19 July, 2018 - 11:04 By Alan Pain

East meets East: Why China should be a top destination for region’s exporters

The UK’s trading relationship with China has gone from strength-to-strength in recent years, writes Alan Pain, head of exports for the East of England at the Department for International Trade

Exports have risen by over 15 per cent across the last year alone, making China our fifth largest trading partner.

This is partly due to growing appetite for British products among China’s expanding middle class, which is expected to reach a population of 600 million by 2020.

A report released by Barclays Corporate Banking earlier this year revealed that demand for British-made products in China has risen by 36 per cent over the past five years, with Chinese consumers perceiving British products to be of ‘superior quality’.

This increase contributed to East of England exports to China reaching a value of £2.7 billion in the first quarter of 2018 alone. In 2017, China imported more than £12 billion worth of goods from the region – an increase of almost £3 billion compared with 2016.

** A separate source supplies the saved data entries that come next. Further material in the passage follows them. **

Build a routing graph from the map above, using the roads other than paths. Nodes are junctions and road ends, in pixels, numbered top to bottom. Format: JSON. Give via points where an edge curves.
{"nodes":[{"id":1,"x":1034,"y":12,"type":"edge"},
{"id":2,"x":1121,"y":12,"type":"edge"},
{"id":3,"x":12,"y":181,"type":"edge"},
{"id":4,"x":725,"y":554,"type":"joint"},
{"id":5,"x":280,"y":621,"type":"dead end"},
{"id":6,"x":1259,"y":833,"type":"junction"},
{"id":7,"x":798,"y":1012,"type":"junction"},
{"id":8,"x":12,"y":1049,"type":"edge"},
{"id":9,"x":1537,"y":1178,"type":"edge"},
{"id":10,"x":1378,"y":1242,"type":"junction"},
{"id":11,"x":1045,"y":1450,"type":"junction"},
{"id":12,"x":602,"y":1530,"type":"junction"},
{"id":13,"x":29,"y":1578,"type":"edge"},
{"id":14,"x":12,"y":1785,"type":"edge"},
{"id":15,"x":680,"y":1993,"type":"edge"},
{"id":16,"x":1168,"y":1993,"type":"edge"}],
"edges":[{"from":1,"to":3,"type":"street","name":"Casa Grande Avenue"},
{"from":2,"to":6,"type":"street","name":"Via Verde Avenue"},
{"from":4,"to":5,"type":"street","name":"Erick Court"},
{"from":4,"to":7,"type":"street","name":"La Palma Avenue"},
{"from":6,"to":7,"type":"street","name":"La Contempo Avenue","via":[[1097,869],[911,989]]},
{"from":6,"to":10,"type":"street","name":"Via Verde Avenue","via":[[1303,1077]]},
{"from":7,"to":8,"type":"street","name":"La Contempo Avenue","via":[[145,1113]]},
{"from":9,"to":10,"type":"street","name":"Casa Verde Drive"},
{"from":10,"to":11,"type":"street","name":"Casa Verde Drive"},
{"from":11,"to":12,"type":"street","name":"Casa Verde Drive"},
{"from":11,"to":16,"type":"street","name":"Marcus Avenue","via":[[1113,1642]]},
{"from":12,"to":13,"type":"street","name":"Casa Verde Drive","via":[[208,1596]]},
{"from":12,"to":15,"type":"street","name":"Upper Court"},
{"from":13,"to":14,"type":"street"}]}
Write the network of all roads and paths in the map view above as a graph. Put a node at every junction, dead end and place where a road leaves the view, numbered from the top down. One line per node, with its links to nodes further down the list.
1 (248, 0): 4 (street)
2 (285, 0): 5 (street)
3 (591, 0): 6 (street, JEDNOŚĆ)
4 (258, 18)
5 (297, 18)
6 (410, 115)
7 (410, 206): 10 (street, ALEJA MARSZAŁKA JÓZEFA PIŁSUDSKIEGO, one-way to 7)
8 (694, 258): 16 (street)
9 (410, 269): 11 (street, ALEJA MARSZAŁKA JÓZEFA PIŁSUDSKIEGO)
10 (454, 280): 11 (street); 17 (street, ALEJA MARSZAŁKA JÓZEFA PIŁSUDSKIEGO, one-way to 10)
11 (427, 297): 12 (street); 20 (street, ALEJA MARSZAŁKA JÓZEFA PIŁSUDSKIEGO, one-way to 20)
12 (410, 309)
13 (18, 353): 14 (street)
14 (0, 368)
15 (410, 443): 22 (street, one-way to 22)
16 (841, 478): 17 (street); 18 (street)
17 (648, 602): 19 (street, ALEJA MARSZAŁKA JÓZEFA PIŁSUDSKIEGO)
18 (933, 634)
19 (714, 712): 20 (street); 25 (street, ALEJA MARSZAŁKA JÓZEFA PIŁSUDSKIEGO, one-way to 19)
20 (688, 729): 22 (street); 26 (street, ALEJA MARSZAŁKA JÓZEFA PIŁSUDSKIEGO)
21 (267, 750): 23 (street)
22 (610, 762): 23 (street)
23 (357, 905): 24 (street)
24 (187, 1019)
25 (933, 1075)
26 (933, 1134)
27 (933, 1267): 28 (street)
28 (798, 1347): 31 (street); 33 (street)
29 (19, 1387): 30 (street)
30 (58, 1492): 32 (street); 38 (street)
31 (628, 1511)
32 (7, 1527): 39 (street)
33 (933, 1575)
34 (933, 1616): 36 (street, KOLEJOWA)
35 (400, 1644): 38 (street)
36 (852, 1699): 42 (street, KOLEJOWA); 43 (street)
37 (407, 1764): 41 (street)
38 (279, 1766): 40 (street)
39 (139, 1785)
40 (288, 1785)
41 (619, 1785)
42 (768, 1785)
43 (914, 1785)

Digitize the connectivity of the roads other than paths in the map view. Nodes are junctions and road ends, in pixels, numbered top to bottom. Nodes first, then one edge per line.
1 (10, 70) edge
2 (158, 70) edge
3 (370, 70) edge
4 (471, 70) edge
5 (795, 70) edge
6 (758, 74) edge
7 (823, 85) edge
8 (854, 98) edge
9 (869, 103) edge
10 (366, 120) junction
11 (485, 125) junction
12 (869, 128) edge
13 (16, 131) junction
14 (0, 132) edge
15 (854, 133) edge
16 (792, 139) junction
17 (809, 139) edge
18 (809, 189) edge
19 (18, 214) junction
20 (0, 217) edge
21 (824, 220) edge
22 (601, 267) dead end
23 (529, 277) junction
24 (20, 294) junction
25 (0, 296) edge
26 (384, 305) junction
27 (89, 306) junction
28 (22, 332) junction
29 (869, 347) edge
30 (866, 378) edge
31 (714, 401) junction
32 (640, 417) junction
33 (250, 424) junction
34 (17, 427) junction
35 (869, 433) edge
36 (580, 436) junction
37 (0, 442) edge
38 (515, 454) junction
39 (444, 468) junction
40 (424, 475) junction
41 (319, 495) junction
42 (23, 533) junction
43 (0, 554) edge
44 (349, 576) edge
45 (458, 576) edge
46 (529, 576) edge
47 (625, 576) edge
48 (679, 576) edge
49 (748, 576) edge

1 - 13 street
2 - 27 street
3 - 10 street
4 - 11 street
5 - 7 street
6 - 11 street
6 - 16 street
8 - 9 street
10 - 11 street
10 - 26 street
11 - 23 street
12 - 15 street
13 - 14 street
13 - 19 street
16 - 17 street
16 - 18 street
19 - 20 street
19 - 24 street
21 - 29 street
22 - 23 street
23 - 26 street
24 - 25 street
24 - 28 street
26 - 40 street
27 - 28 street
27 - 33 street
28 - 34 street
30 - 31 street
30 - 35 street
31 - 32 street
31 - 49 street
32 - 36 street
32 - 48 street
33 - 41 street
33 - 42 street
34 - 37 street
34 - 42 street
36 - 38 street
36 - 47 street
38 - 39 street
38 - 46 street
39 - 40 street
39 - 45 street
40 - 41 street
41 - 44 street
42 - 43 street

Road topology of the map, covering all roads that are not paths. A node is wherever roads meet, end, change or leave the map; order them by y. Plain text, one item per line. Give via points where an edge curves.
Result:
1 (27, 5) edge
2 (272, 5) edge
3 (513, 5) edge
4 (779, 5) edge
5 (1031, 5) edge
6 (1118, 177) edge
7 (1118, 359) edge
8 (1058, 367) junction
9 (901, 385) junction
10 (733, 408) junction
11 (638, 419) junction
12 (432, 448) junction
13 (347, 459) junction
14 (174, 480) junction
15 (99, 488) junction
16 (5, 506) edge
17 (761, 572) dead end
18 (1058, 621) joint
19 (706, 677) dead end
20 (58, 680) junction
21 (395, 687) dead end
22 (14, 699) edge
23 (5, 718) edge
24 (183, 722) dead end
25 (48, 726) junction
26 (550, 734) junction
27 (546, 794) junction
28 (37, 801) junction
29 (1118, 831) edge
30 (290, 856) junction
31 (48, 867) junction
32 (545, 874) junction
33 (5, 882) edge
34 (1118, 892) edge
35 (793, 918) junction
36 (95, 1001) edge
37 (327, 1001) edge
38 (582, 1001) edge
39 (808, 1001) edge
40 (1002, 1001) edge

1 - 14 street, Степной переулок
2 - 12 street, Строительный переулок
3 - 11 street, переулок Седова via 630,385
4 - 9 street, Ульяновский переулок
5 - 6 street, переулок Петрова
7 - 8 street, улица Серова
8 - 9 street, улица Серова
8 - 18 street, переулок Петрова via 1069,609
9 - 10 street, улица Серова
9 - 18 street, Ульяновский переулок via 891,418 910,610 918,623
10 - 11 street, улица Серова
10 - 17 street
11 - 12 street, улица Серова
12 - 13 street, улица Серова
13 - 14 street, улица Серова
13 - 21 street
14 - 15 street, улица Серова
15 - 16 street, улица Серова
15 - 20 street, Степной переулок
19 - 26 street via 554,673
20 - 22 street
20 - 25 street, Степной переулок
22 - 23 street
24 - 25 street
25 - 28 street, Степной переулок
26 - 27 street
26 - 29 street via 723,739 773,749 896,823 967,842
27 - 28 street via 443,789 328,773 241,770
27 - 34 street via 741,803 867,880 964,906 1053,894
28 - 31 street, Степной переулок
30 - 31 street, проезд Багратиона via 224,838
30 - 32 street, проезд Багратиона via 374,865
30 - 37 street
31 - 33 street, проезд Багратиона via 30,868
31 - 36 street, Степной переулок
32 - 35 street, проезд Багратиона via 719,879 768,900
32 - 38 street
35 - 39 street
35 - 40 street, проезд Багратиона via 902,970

The wealth of opportunity, both existing and emerging, for businesses in the East of England is clear and many local businesses are already tapping into the demand and exporting their products to China.

However it can be hard to know where to start and there are a number of key things to consider when building a strategy for international trade in China, going beyond concerns about language barriers and geographical time differences.  

For example, firms must be aware of a concept referred to in China as guanxi. This refers to the importance of interpersonal relationships in Chinese business culture.

In addition, businesses must avoid viewing the Chinese market as a single, homogenous entity. China contains a number of distinct regional economies and as such, companies looking to maximise their products’ success will have to carry out careful research.  

One firm which has capitalised on Chinese demand for its goods is SG Controls. The Cambridge-based company designs and supplies equipment for the optical fibre manufacturing sector.

Optical fibre is used to transmit information from one place to another and is a fundamental part of the mobile telecoms and internet infrastructure. At the moment, half of the world’s optical fibre is going to China as they are installing cables across the country.

The business is set to double the volume of products it makes and has also created 40 new jobs at its site in Newton, Cambridgeshire in the last 18 months following a surge in international demand.

Exporting to China hasn’t been without its challenges for SG Controls. For example, designing and supplying the multiple towers involved in its projects involves high costs, and the business initially struggled to find the funding capacity to take on new contracts, with international customers reluctant to invest large amounts without a form of financial guarantee.

However the company worked with the Department for International Trade (DIT) to help it overcome these issues. It was also supported by UK Export Finance, which provided the financial support it needed to fulfil the significant order in China. DIT also provided introductions to potential new customers, to further boost its exports.

For businesses looking to export to China, we have a team of International Trade Advisers located across the East of England to help businesses navigate any new challenges.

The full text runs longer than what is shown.